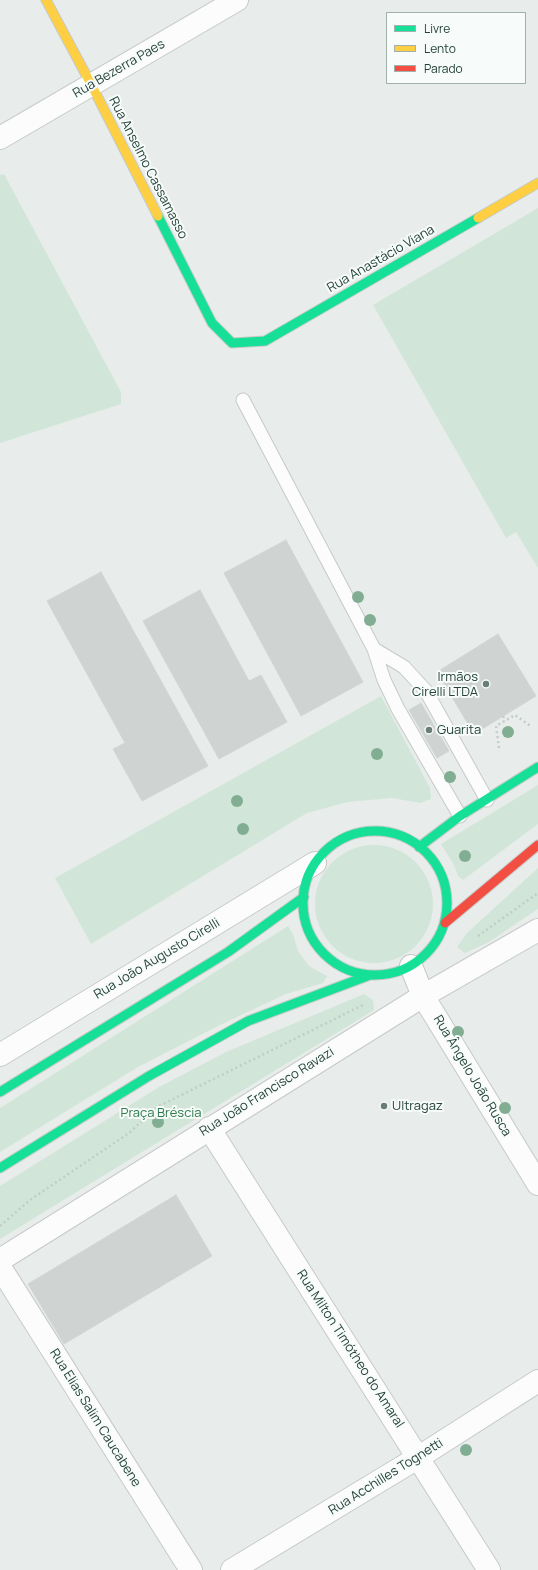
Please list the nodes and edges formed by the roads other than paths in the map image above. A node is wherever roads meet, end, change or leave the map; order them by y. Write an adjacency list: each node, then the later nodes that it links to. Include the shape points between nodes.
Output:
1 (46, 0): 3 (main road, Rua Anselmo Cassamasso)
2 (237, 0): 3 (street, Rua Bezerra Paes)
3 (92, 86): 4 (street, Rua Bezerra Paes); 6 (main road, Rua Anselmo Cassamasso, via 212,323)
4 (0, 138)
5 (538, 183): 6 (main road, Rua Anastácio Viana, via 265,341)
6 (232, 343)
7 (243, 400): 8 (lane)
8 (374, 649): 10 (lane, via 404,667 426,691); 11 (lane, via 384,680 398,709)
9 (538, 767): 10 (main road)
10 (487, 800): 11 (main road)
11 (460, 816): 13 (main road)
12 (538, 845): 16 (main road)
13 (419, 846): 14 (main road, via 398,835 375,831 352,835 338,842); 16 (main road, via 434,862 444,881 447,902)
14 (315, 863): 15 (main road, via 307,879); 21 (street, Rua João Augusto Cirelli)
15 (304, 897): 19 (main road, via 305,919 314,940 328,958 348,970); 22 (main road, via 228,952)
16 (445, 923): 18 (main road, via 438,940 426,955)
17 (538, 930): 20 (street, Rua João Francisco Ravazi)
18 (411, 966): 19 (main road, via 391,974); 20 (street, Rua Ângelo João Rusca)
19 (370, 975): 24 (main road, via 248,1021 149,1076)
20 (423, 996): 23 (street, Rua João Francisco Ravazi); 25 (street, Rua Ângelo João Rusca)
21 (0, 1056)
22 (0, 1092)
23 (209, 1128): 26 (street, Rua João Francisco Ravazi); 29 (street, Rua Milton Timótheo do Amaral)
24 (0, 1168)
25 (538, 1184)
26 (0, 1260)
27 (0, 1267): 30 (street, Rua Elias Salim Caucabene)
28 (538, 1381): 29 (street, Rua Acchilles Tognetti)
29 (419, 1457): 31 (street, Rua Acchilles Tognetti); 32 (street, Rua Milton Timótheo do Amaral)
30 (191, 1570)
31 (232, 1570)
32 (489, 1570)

- - - - - - -

_The problem_
Look through the entries and work out how many lines have the word "Amaral" in them; reply with that number only.

_Expected output_
2